A brief review of article 7 of the Family Court Act reveals, by comparison, the untenability of petitioner’s position here. That article contains various provisions which seek to both compel a parent’s presence at and invite his or her participation in the delinquency proceeding (see, e.g., Family Ct Act, §§ 725, 736, 737, subd [a]; §§ 738, 741, subds [a], [c]; § 764). Notwithstanding that these sections of the Family Court Act require service of process on the parents (§§ 736, 737), and authorize the court to issue a warrant where appropriate (§§ 725, 738), the court’s authority to issue orders in the proceeding which are directed against the parent is extremely limited. Thus, an order of protection can be made under section 759 only with respect to a parent “who is before the court”. Significantly, despite a statutorily imposed, limited parental liability for certain delinquent acts (General Obligations Law, § 3-112), the court is without authority to order parental restitution, and can only require restitution by the respondent (Family Ct Act, § 758-a; Rules of the Family Ct, 22 NYCRR 2507.9 [a] [12], 2507.10 [a] [12], [b] [10], [d]).

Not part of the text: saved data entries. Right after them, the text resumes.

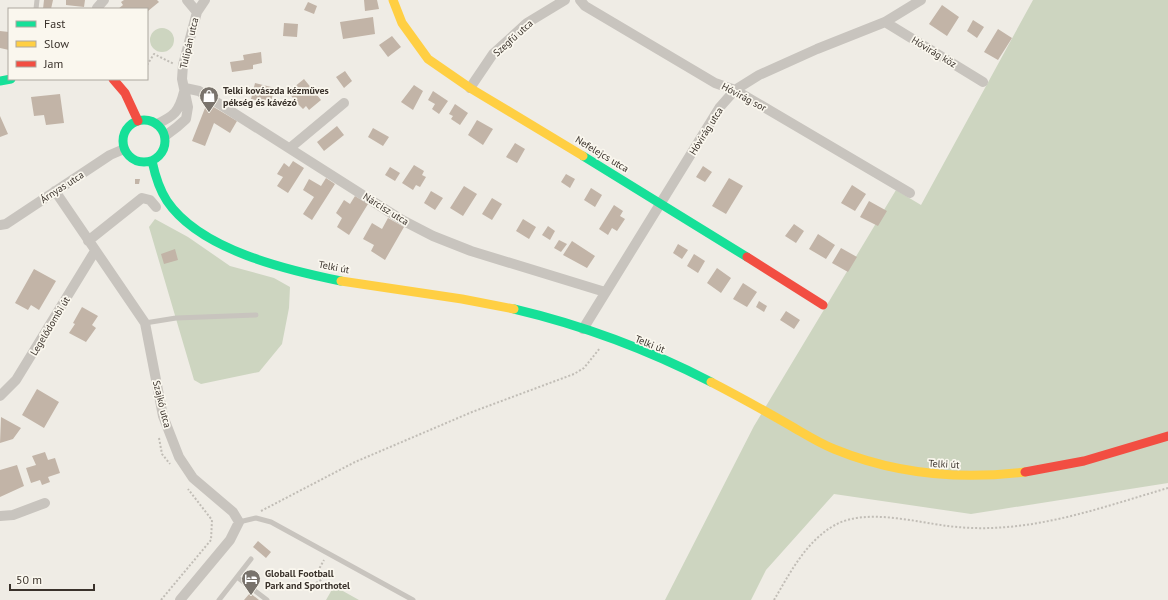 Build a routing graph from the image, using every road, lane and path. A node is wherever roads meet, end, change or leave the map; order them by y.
1 (104, 0) edge
2 (187, 0) edge
3 (205, 0) edge
4 (393, 0) edge
5 (565, 0) edge
6 (580, 0) edge
7 (921, 0) edge
8 (97, 6) edge
9 (197, 12) junction
10 (885, 22) junction
11 (148, 63) edge
12 (183, 66) junction
13 (114, 80) edge
14 (983, 82) dead end
15 (185, 88) junction
16 (470, 88) junction
17 (735, 90) junction
18 (344, 103) dead end
19 (138, 121) junction
20 (157, 124) junction
21 (165, 136) junction
22 (290, 148) junction
23 (124, 149) junction
24 (152, 161) junction
25 (55, 191) junction
26 (910, 193) dead end
27 (661, 203) junction
28 (156, 207) dead end
29 (0, 225) edge
30 (88, 241) junction
31 (95, 251) junction
32 (605, 292) junction
33 (823, 305) dead end
34 (256, 315) dead end
35 (145, 324) junction
36 (583, 329) junction
37 (602, 346) dead end
38 (0, 396) edge
39 (1168, 436) edge
40 (1168, 488) edge
41 (45, 503) dead end
42 (259, 512) dead end
43 (0, 516) edge
44 (239, 522) junction
45 (251, 559) dead end
46 (319, 569) dead end
47 (237, 577) junction
48 (316, 583) dead end
49 (180, 600) edge
50 (219, 600) edge
51 (267, 600) edge
52 (413, 600) edge
53 (774, 600) edge

1 - 8 street
2 - 9 street
3 - 9 street, Tulipán utca
4 - 16 main road, Nefelejcs utca
5 - 16 street, Szegfű utca
6 - 17 street, Hóvirág sor
7 - 10 street, Hóvirág utca
9 - 12 street, Tulipán utca
10 - 14 street, Hóvirág köz
10 - 17 street, Hóvirág utca
11 - 12 path
12 - 15 street, Tulipán utca
13 - 19 main road
15 - 20 street, Tulipán utca
15 - 21 street, Tulipán utca
15 - 22 street, Nárcisz utca
16 - 27 main road, Nefelejcs utca
17 - 26 street, Hóvirág sor
17 - 27 street, Hóvirág utca
18 - 22 street
19 - 20 main road
19 - 23 main road
20 - 21 main road
21 - 24 main road
22 - 32 street, Nárcisz utca
23 - 24 main road
23 - 25 street, Árnyas utca
24 - 36 main road, Telki út
25 - 29 street, Árnyas utca
25 - 30 street, Szajkó utca
27 - 32 street, Hóvirág utca
27 - 33 main road, Nefelejcs utca
28 - 30 street
30 - 31 street, Szajkó utca
31 - 35 street, Szajkó utca
31 - 38 street, Legelődombi út
32 - 36 street, Hóvirág utca
34 - 35 lane
35 - 44 street, Szajkó utca
36 - 39 main road, Telki út
37 - 42 path
40 - 53 path
41 - 43 street
44 - 49 street
44 - 52 lane
45 - 47 lane
46 - 48 path
47 - 50 lane
47 - 51 lane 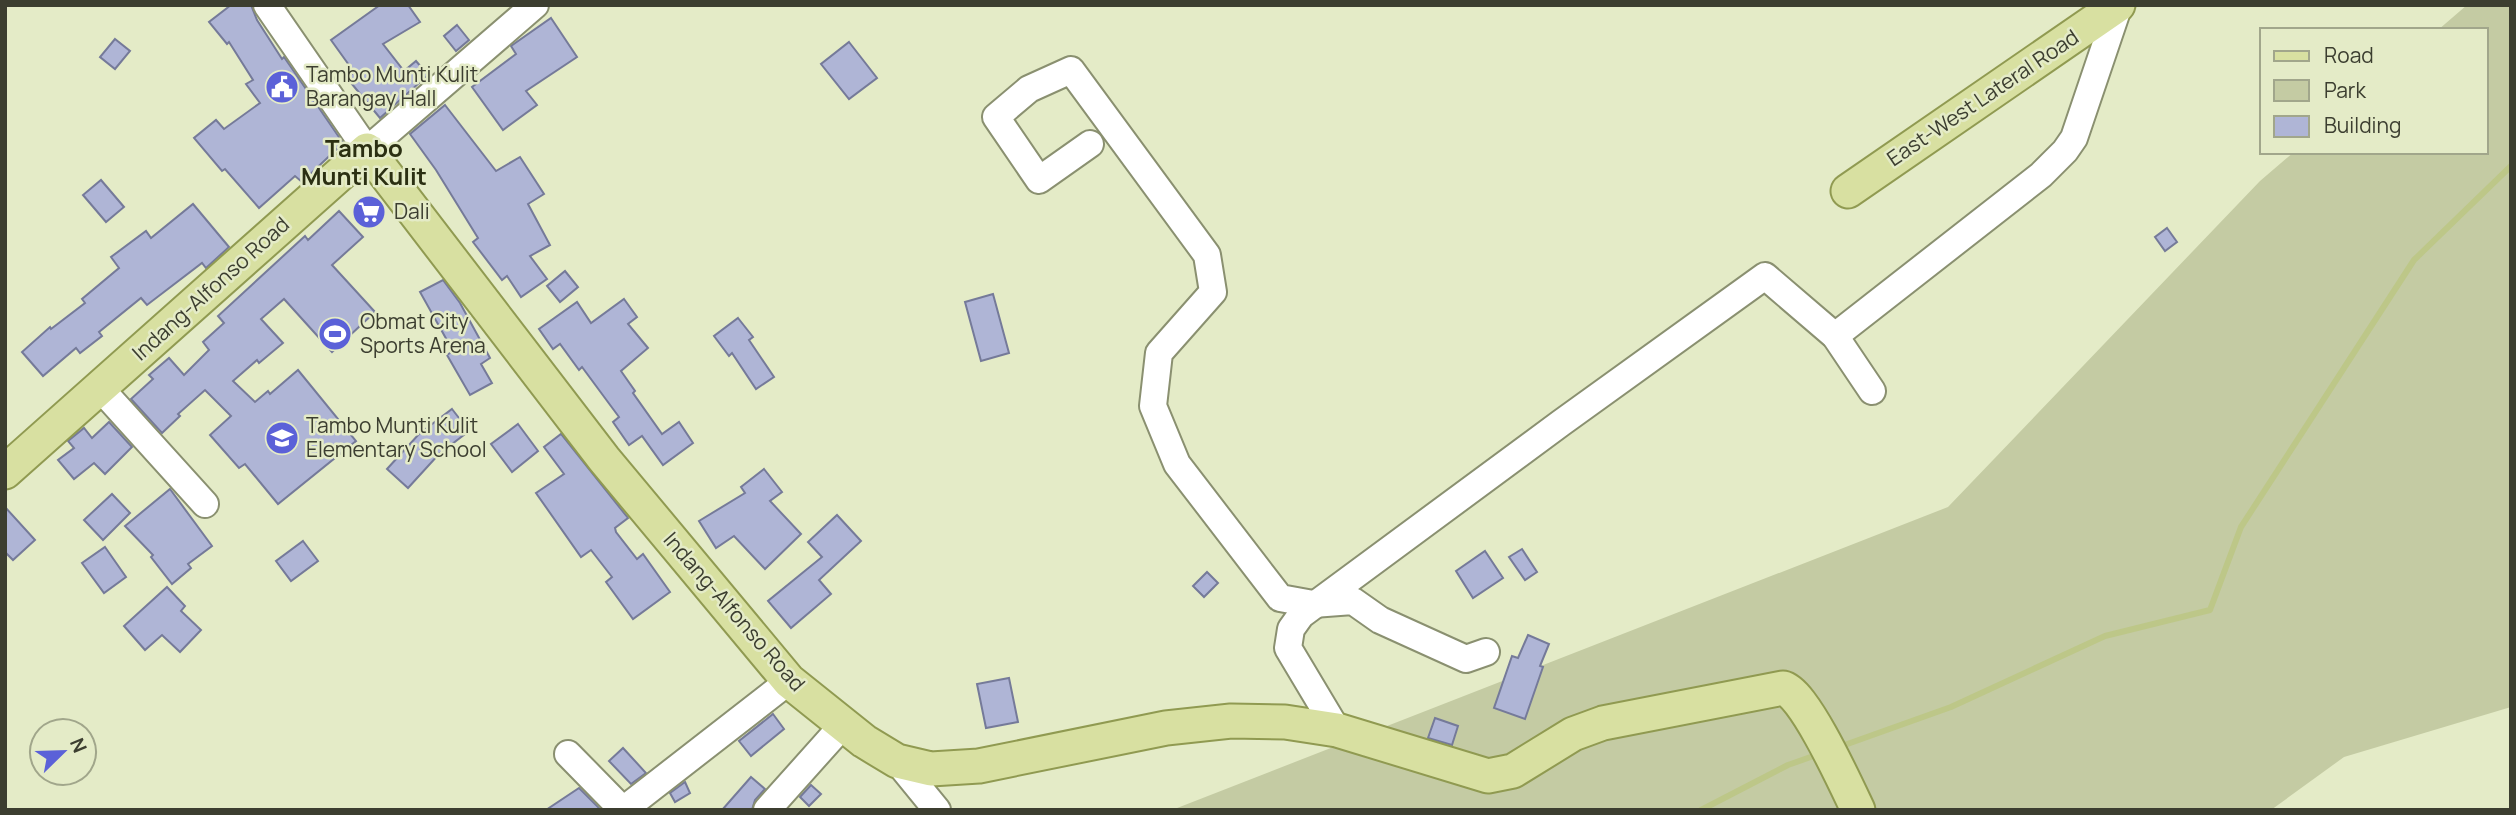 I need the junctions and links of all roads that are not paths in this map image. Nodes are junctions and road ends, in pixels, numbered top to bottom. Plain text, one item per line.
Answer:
1 (267, 5) edge
2 (535, 5) edge
3 (2118, 5) edge
4 (1090, 144) dead end
5 (366, 150) junction
6 (1848, 191) dead end
7 (1835, 336) junction
8 (100, 388) junction
9 (1872, 391) dead end
10 (5, 472) edge
11 (205, 504) dead end
12 (1313, 604) junction
13 (1486, 652) dead end
14 (789, 681) junction
15 (843, 725) junction
16 (1337, 730) junction
17 (568, 754) dead end
18 (897, 761) junction
19 (767, 810) edge
20 (937, 810) edge
21 (1858, 810) edge

1 - 5 street
2 - 5 street
3 - 6 main road, East-West Lateral Road
3 - 7 street
4 - 12 street
5 - 8 main road, Indang-Alfonso Road
5 - 14 main road, Indang-Alfonso Road
7 - 9 street
7 - 12 street
8 - 10 main road, Indang-Alfonso Road
8 - 11 street
12 - 13 street
12 - 16 street
14 - 15 main road, Indang-Alfonso Road
14 - 17 street
15 - 18 main road, Indang-Alfonso Road
15 - 19 street
16 - 18 main road, Indang-Alfonso Road
16 - 21 main road, Indang-Alfonso Road
18 - 20 street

Finally, denial of petitioner’s motion here does not leave him without a remedy. He may institute a plenary civil suit against respondent’s parents seeking reimbursement for the costs of the tests (Bazant v Bazant, 80 AD2d 310; Matter of Russo v Hafner, 100 Misc 2d 841, supra; 16 NY *23Jur, Domestic Relations, §§594, 643; cf. General Obligations Law, § 3-112).
The respondent’s motion for a blood-grouping test is granted, and the cross motion denied.
This case is adjourned until August 20,1981, at 2 p.m. for the results of the blood-grouping test which is to be scheduled and paid for by the County of Monroe.